The question I am posing today is whether men or women are more selfish during sexual activity. This is a question that really seems to get both sexual genres fired up. You will find many men who feel that women are more selfish and just as many women who think that the men are the ones with a selfish streak. Sex is supposed to be a two way street and should always be approached as such. There is no future in a one sided love affair and only one person benefits from a one sided sexual encounter.
The act of sex is just one part of introducing intimacy into a loving relationship. The most effective tool in a happy relationship is not a female or male body part, but rather communication. However, sex is very important in most relationships. I have different thoughts on this subject. I know what I learned in my research and I know what I have confronted in my own personal experiences.
In some ways the path of my research and the path of my own experience joined as one somewhere along the way. In some ways it comes down to attitude. Some people are givers and some are takers; that is a fact of life. However, sometimes there are reasons that men or women are profiled in this manner. Everyone is raised somewhat differently. Some women are raised to believe that sexual aggression is taboo for a lady. That may be hard for many of us to understand, but it is a reality.
In most cases though it appears that women or men either have the attitude that they want to do whatever it takes to pleasure their mate or they don’t. It is understood that the stress of life can be overwhelming causing some to just want to go through the motions. However, deep down it still comes down to each individual attitude towards sex and role responsibility. I think we can all agree that women can be more complicated and that they are not sexual machines that can be turned on and off by the push of a button.

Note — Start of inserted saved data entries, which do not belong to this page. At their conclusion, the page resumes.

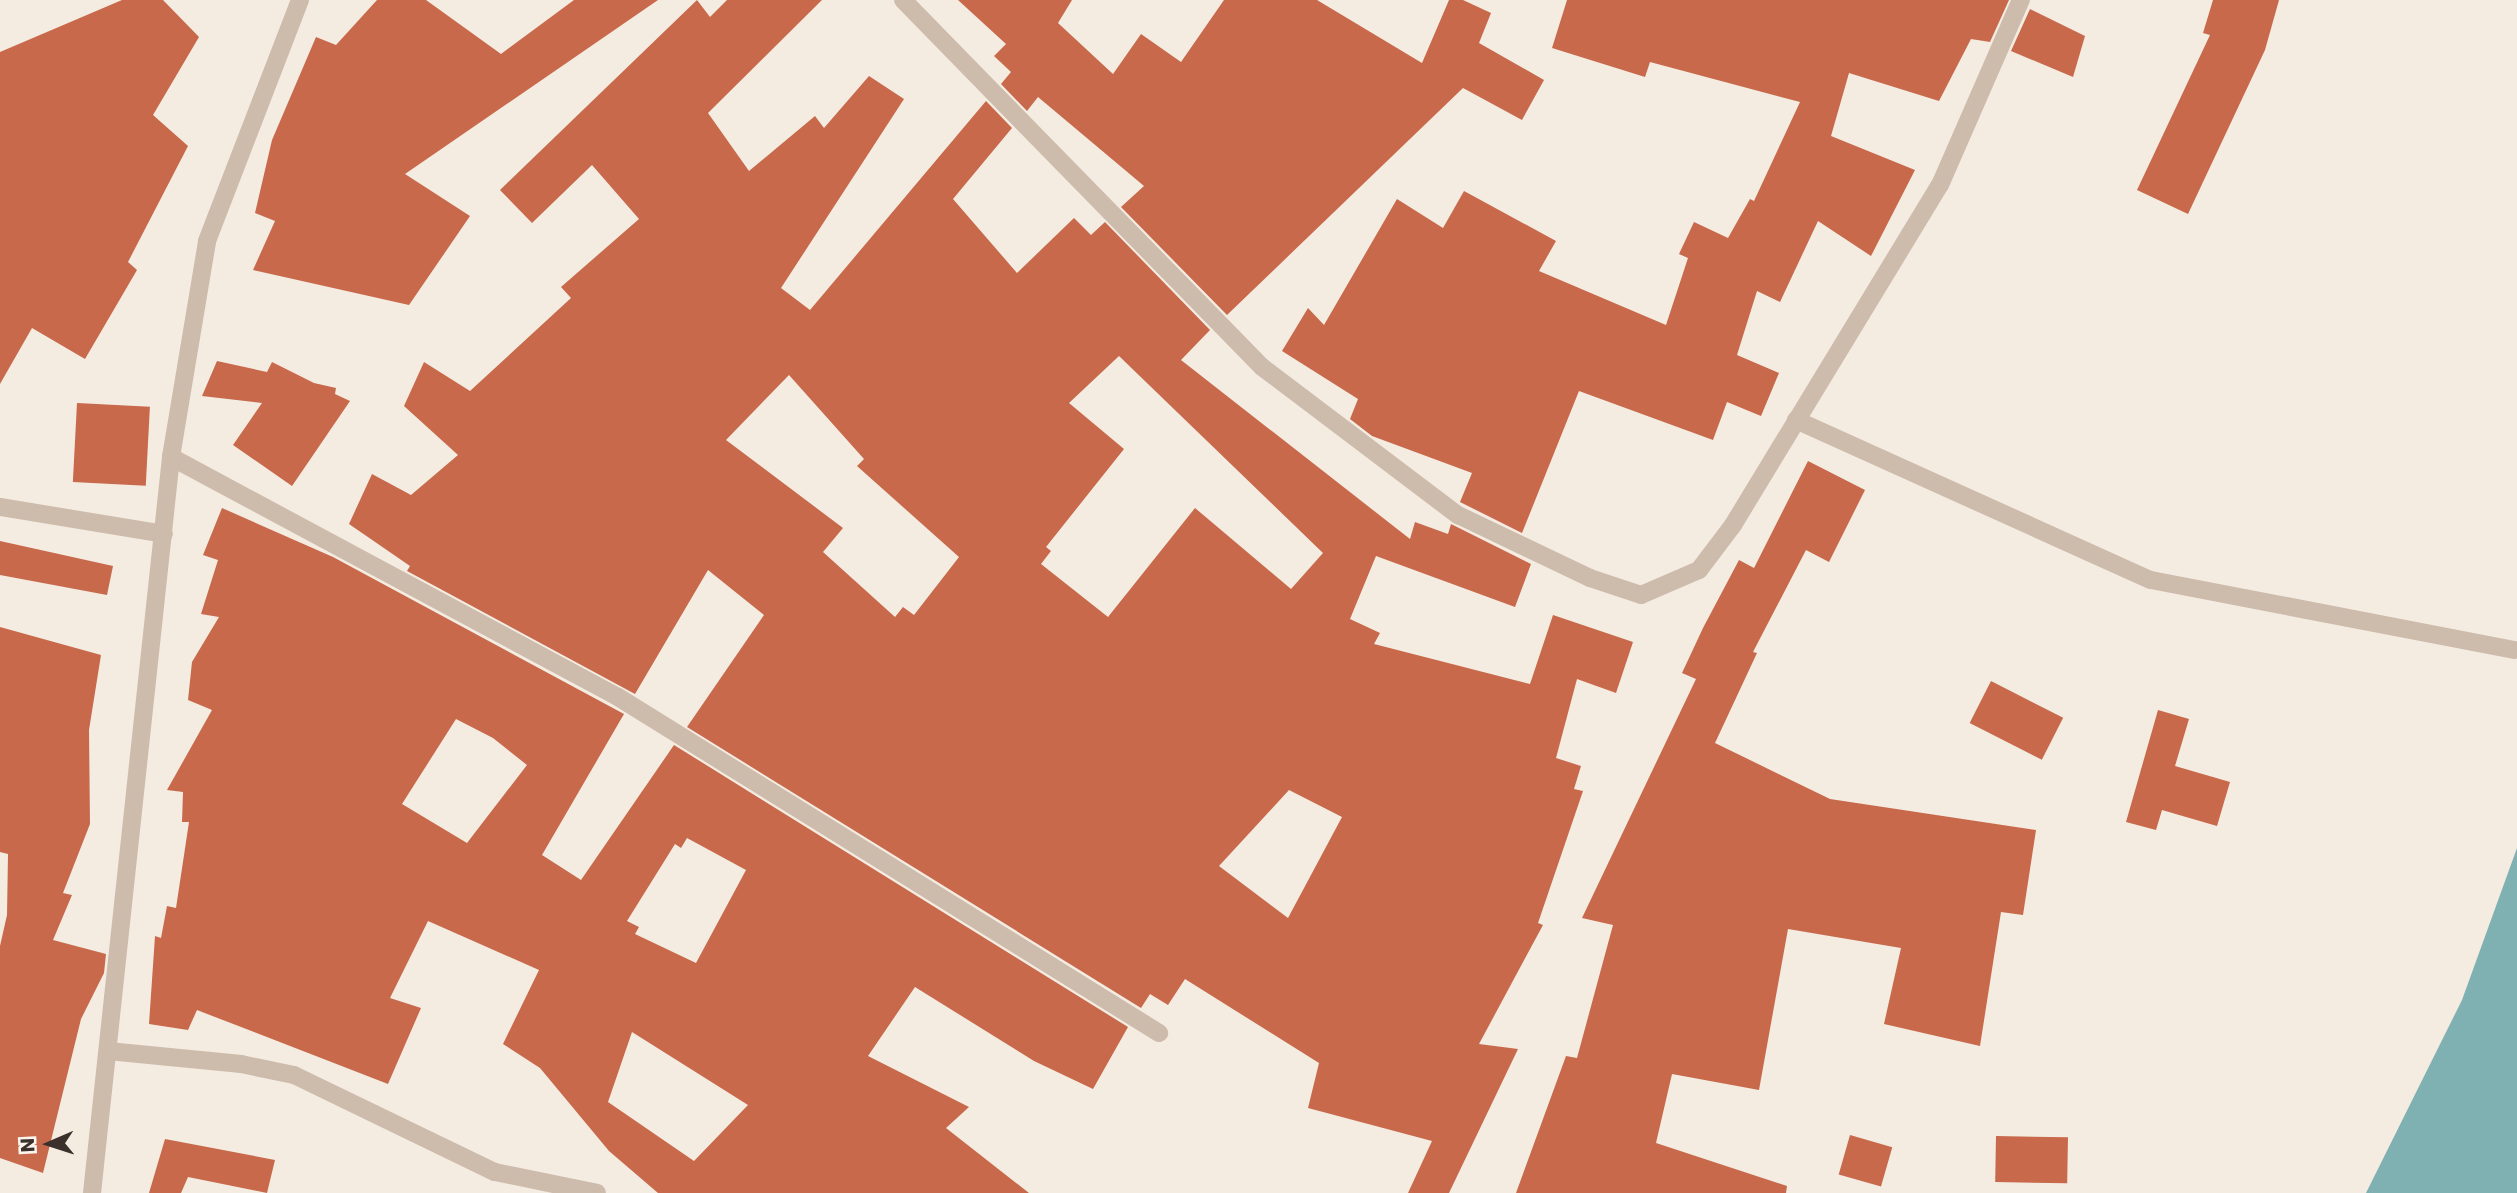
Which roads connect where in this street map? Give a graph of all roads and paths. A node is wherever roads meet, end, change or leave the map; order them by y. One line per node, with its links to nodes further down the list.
1 (300, 0): 5 (street)
2 (903, 0): 4 (street)
3 (2021, 0): 4 (street)
4 (1796, 420): 8 (street)
5 (171, 457): 7 (street); 9 (street)
6 (0, 507): 7 (street)
7 (164, 534): 10 (street)
8 (2514, 650)
9 (1159, 1033)
10 (108, 1051): 11 (street); 12 (street)
11 (92, 1193)
12 (597, 1193)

On the other hand just because a most men can be ready at the drop of a hat and enjoy an orgasm in seconds does not mean that it was a pleasurable sexual experience. We know women need to be fondled and caressed; what some may not know is that many men need that intimacy as well. The bottom line is this; there is no room for selfishness anywhere in the relationship.

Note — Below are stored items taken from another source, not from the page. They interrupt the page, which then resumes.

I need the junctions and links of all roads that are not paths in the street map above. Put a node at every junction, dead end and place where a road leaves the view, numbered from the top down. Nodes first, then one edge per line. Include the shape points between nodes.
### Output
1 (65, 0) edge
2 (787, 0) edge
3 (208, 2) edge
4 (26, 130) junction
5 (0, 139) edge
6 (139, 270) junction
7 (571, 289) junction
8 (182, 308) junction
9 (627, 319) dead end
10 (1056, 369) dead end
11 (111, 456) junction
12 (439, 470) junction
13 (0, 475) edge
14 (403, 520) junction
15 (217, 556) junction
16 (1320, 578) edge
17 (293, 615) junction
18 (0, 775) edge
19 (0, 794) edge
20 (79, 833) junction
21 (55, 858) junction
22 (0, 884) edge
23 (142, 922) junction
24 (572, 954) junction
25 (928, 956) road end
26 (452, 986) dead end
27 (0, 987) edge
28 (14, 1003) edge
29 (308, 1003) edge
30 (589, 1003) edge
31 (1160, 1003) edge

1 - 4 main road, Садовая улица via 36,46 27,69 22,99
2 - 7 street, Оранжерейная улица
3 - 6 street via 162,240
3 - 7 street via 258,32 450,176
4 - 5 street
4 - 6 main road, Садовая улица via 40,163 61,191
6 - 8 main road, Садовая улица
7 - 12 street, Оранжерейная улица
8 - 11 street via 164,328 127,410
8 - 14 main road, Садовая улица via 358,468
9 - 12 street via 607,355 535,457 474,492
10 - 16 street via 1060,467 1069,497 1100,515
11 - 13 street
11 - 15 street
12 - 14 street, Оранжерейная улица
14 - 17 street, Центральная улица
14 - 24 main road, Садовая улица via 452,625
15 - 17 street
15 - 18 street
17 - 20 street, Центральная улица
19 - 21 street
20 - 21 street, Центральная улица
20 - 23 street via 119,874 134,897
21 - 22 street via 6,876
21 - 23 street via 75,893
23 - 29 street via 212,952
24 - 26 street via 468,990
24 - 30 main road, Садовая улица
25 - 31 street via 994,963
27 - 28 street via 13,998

No one person is responsible for providing 100% of the pleasure while receiving much less. It should be the goal of every partner to want to please the one that they love or desire. The man nor the woman should simply lay there from the start expecting to be fulfilled. Pleasure should be shared. Couples should take turns pleasuring one another. The lines of communication should be open so that each member of the couple is aware of what pleasures the other. Each partner should go out of their way to make the other happy; not only in the bedroom, but in other aspects of the relationship as well. It is typically better for everyone involved if you are a giver rather than a taker. Don’t let selfishness in the bedroom keep you from getting the most out of your sexual encounter.